DavidMcC wrote:Mr.Samsa wrote:Not really, I was hoping for some experimental research on reciprocity and altruism in bonobos.
You seem to be confusing "caring" with "altruistic". The OP doesn't even mention altruism. Thus, you go on to rubbish science papers on the basis of a misunderstanding on your part.
You can nail @
Mr.Samsa on wording, but his concerns are valid. I recently read an excellent article on nutritional epidemiology at
http://garytaubes.com/2012/03/science-p ... -and-meat/ I don't find it particularly valuable for nutritional epidemiology, which I mostly do not care about, but what it says about science in general is quite good.
Basically, it's quite easy to find correlations. Searching for causal relationships is the hard part of science, and for this reason, it is omitted in a lot of research.

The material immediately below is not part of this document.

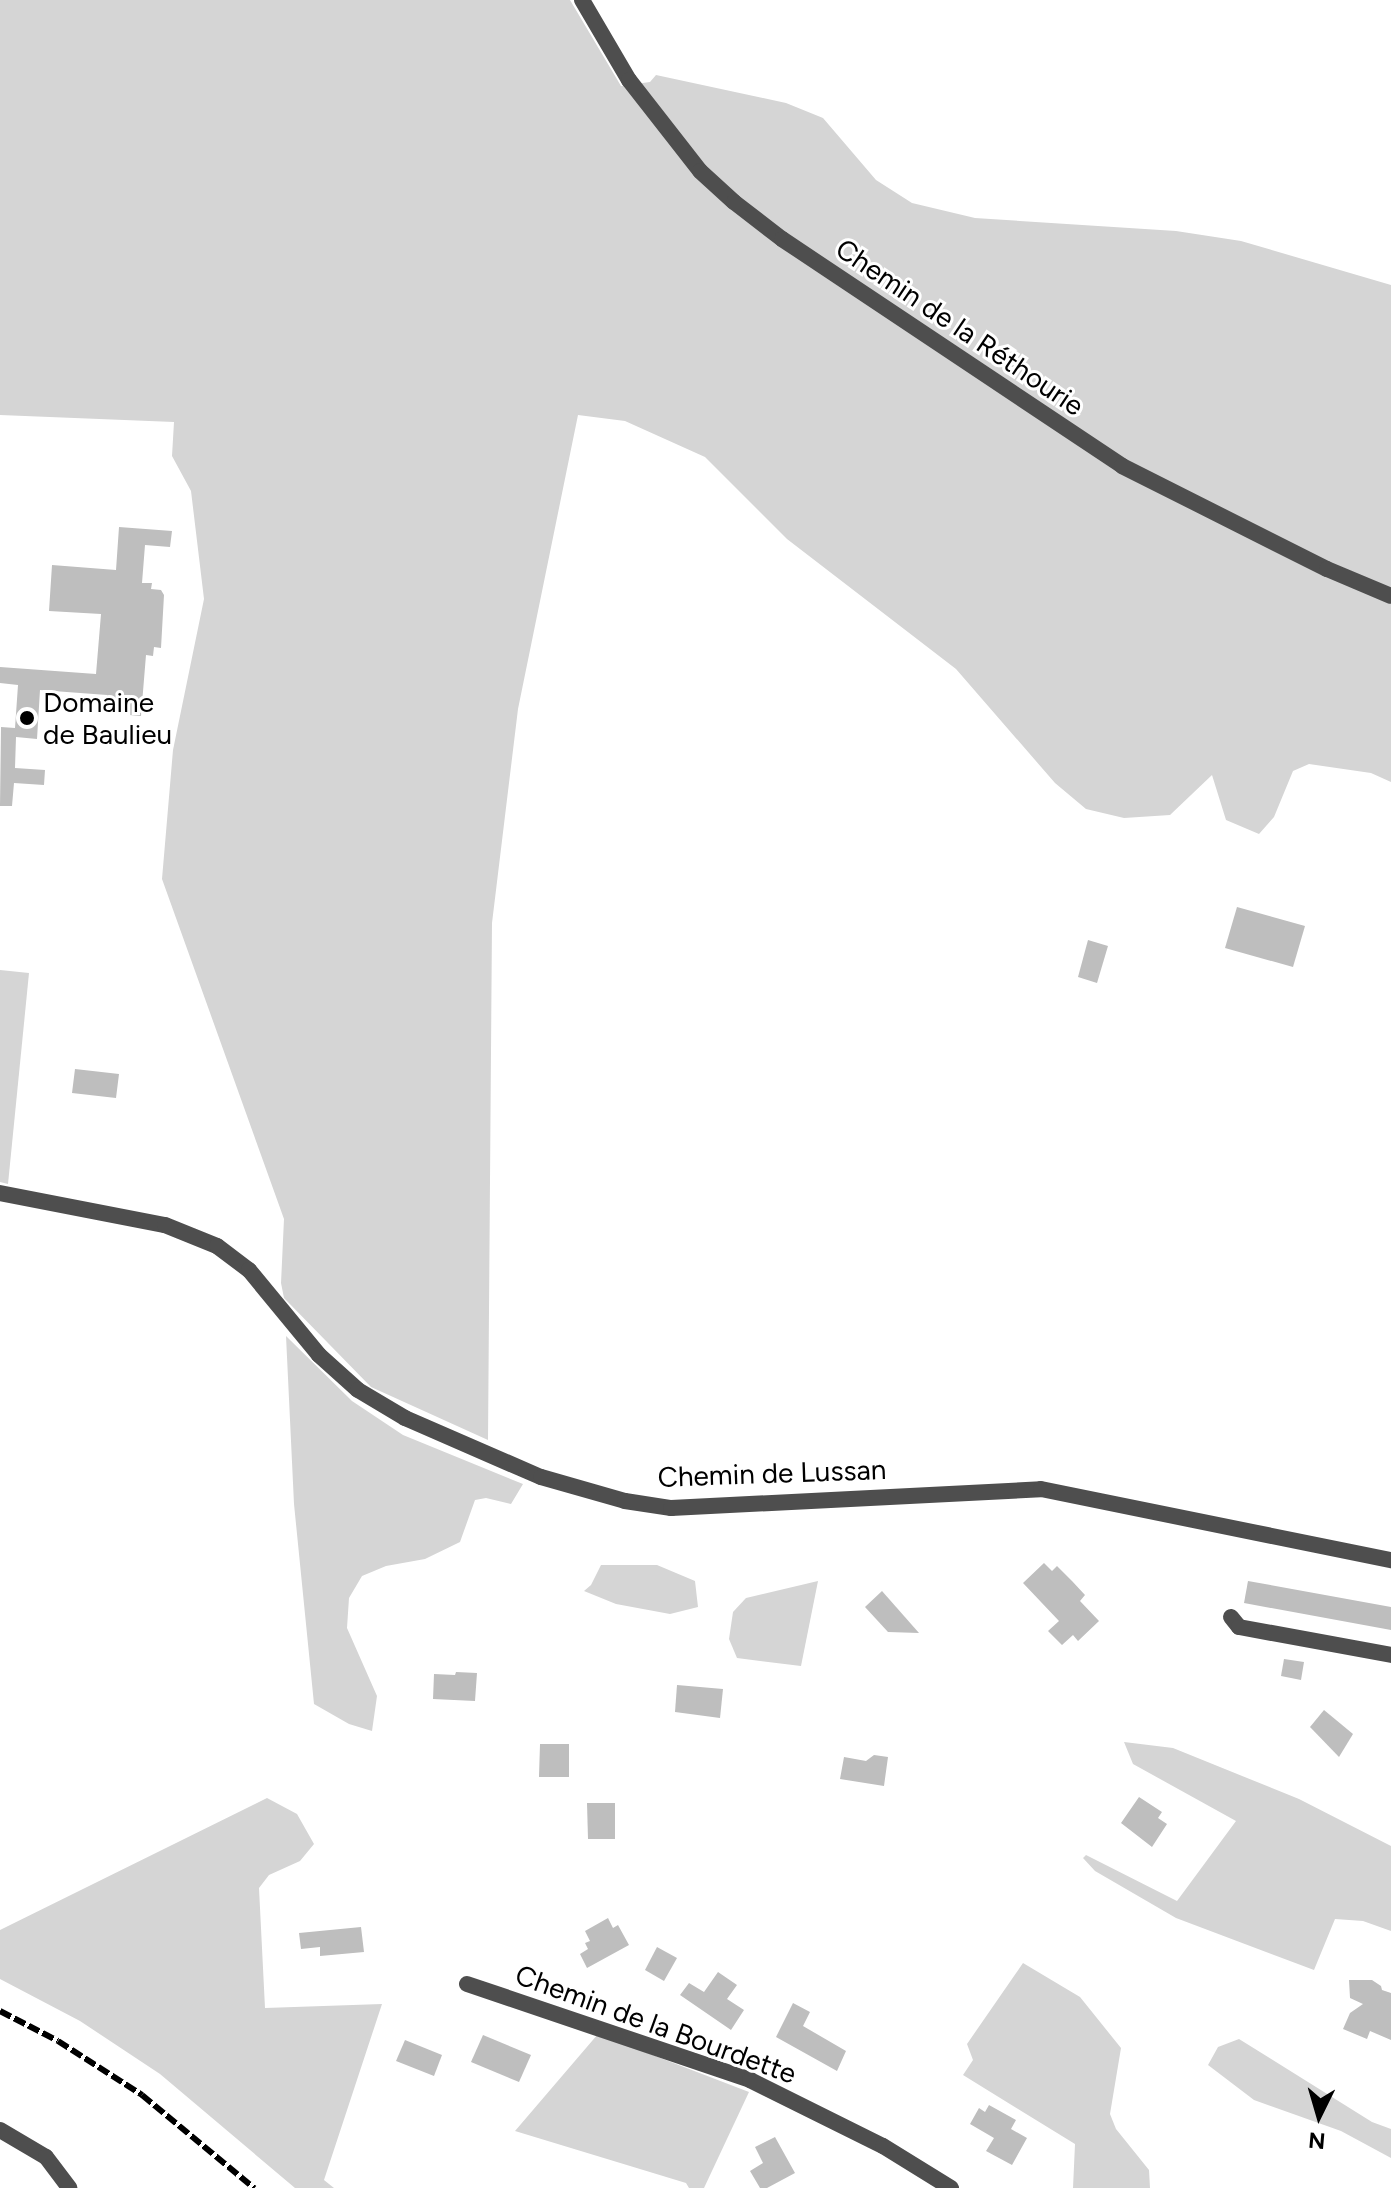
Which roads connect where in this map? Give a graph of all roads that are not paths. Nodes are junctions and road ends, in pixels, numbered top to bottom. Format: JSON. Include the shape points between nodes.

We know (or I guess we think we know) some things about bonobos and chimpanzees, including (maybe) the following:
1) In the words of George Carlin, bonobos make fuck, not kill.

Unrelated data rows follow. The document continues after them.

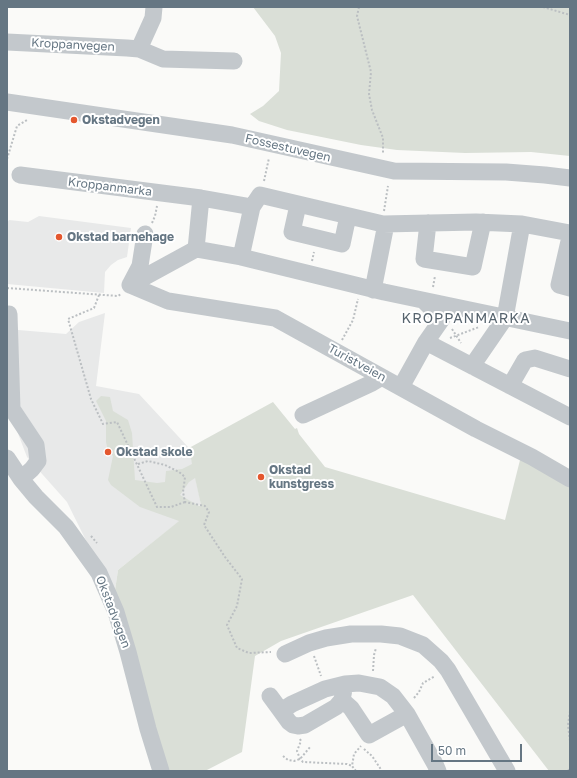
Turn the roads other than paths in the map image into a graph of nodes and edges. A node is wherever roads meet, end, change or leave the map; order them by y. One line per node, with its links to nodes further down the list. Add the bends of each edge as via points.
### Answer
1 (154, 7): 3 (street, via 153,18)
2 (7, 42): 3 (street, Kroppanvegen)
3 (139, 49): 4 (street, Kroppanvegen, via 164,59)
4 (234, 61)
5 (7, 102): 7 (street, Fossestuvegen, via 232,135 378,169 506,172)
6 (20, 176): 8 (street, Kroppanmarka)
7 (570, 178)
8 (200, 198): 9 (street, Kroppanmarka); 19 (street)
9 (256, 201): 10 (street, Kroppanmarka); 20 (street)
10 (298, 205): 11 (street, Kroppanmarka); 11 (street, via 292,232 342,244)
11 (348, 216): 14 (street, Kroppanmarka)
12 (483, 222): 13 (street, Kroppanmarka); 13 (street, via 473,267 424,259); 15 (street, Kroppanmarka)
13 (428, 223): 14 (street, Kroppanmarka)
14 (385, 224): 23 (street)
15 (522, 224): 16 (street, Kroppanmarka); 26 (street)
16 (570, 233)
17 (145, 234): 21 (street, via 140,266)
18 (570, 237): 22 (street, via 559,286)
19 (196, 249): 20 (street); 21 (street)
20 (241, 257): 23 (street)
21 (130, 286): 31 (street, Turistveien, via 168,301 275,318)
22 (570, 288)
23 (374, 290): 24 (street, via 428,301)
24 (444, 313): 26 (street); 28 (street)
25 (9, 314): 37 (street, via 12,409 36,445 38,461)
26 (505, 318): 27 (street); 29 (street)
27 (570, 332)
28 (429, 343): 29 (street); 33 (street)
29 (473, 364): 32 (street)
30 (570, 369): 32 (street, via 534,358 525,360)
31 (382, 377): 33 (street, Turistveien); 35 (street)
32 (510, 386): 34 (street)
33 (401, 387): 38 (street, Turistveien)
34 (569, 413)
35 (303, 414)
36 (7, 458): 37 (street, Okstadvegen)
37 (21, 479): 44 (street, Okstadvegen, via 66,527 99,573 116,612)
38 (570, 480)
39 (285, 654): 46 (street, via 331,634 400,636 423,646 441,660 456,682)
40 (343, 692): 42 (street, via 325,688); 42 (street, via 336,707 305,725 298,726 289,722); 43 (street, via 359,683 380,687 393,696); 43 (street, via 369,735)
41 (270, 696): 42 (street)
42 (281, 711)
43 (407, 714): 45 (street)
44 (161, 771)
45 (438, 771)
46 (507, 771)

2) Bonobos are smaller and weaker than chimpanzees.
3) They are on the other side of the Congo.
4) They don't compete with gorillas.
5) Do they have more oxytocin? Maybe. How many bonobo brains have been dissected to count receptors?

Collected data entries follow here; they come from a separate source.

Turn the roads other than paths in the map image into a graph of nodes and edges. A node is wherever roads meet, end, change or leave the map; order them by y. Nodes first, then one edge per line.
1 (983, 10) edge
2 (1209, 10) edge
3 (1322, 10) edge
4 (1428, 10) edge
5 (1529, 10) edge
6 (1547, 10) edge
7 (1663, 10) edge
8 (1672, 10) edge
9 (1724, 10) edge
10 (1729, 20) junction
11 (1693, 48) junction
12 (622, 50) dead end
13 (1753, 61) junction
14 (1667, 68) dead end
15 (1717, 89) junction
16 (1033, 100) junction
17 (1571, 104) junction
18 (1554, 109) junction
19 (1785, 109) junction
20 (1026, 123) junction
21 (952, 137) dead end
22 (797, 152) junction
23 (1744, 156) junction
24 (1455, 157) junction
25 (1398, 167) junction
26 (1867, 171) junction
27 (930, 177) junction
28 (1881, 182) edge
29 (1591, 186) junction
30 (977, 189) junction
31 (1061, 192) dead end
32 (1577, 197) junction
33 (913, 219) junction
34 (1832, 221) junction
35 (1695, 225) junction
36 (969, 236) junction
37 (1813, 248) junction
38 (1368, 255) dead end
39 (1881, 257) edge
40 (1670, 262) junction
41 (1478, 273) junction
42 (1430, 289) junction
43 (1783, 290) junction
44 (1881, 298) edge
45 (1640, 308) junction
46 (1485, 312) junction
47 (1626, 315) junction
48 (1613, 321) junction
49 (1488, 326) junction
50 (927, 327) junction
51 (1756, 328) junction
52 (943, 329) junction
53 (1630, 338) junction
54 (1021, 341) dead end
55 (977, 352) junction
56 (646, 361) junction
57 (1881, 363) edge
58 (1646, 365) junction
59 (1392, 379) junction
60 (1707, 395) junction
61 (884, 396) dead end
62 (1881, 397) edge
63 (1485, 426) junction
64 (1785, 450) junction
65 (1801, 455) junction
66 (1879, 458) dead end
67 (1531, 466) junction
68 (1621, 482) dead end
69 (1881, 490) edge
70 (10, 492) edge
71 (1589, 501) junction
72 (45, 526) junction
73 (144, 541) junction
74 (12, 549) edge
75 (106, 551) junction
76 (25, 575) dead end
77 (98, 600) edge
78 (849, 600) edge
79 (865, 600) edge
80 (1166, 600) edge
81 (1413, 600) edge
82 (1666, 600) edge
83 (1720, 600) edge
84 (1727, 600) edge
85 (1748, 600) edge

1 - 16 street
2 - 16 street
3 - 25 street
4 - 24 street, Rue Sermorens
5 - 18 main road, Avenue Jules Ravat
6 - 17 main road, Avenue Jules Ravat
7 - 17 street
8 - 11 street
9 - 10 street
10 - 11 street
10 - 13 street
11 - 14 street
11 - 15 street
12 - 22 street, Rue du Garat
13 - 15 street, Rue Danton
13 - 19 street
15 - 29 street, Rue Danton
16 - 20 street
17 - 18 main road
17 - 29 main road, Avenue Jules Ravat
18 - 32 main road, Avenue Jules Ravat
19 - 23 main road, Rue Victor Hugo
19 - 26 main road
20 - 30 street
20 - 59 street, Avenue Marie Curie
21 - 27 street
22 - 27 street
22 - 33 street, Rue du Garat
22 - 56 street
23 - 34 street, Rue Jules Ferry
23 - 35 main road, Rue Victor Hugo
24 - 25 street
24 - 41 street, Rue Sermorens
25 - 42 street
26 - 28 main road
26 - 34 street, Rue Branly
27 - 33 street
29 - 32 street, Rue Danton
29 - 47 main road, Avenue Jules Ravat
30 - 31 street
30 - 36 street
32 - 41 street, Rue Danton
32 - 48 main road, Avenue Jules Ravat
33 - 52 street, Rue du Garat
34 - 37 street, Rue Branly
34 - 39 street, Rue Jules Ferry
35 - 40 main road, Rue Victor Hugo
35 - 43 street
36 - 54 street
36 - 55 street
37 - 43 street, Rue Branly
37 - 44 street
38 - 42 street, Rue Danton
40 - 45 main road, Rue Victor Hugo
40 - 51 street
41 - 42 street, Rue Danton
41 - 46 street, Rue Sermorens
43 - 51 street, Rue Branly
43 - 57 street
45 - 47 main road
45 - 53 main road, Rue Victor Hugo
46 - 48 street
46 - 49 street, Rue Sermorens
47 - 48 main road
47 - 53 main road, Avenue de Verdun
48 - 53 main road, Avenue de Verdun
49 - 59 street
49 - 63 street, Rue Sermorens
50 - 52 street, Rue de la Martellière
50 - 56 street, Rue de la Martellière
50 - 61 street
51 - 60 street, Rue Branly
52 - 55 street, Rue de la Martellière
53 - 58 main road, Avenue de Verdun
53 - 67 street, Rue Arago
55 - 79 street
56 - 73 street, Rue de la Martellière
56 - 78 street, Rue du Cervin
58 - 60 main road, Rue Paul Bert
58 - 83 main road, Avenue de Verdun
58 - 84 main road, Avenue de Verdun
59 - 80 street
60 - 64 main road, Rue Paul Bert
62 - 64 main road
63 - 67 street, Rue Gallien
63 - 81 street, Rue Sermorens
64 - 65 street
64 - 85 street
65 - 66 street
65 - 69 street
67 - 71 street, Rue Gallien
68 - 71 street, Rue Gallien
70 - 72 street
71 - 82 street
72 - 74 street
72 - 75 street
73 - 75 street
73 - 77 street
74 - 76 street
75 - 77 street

6) Bonobos are "led by females." I'm not even sure what that means. Female humans often say that male humans lead the world; male humans often say the same about female humans. Radar O'Reilly clearly led the 4077 M*A*S*H by one standard, Col. Potter by another. We can't even get our own species approximately right.
7) As for sex differences, female chimpanzees have been observed stealing and eating the infants of other female chimpanzees, and female humans have been observed sending young men to die in the Crimean War, neither of which is particularly caring.
8) Study of our closest relatives to any degree is in its infancy. It's younger than I am. I distinctly remember when organized warfare was discovered for the first time amongst chimpanzees, and I was already an adult.
In addition, apes dumber than chimpanzees and more removed from us have been observed behaving in quite different ways depending on the troupe (compare the Berkeley baboons to others).
Even if we were sure about everything on the list, it would take a lot of really good science to figure out what causes what. That's even without conflation from the warm fuzzy hippie glow that bonobos seem to have achieved in human folklore. Hell, even I would like to believe it. But science?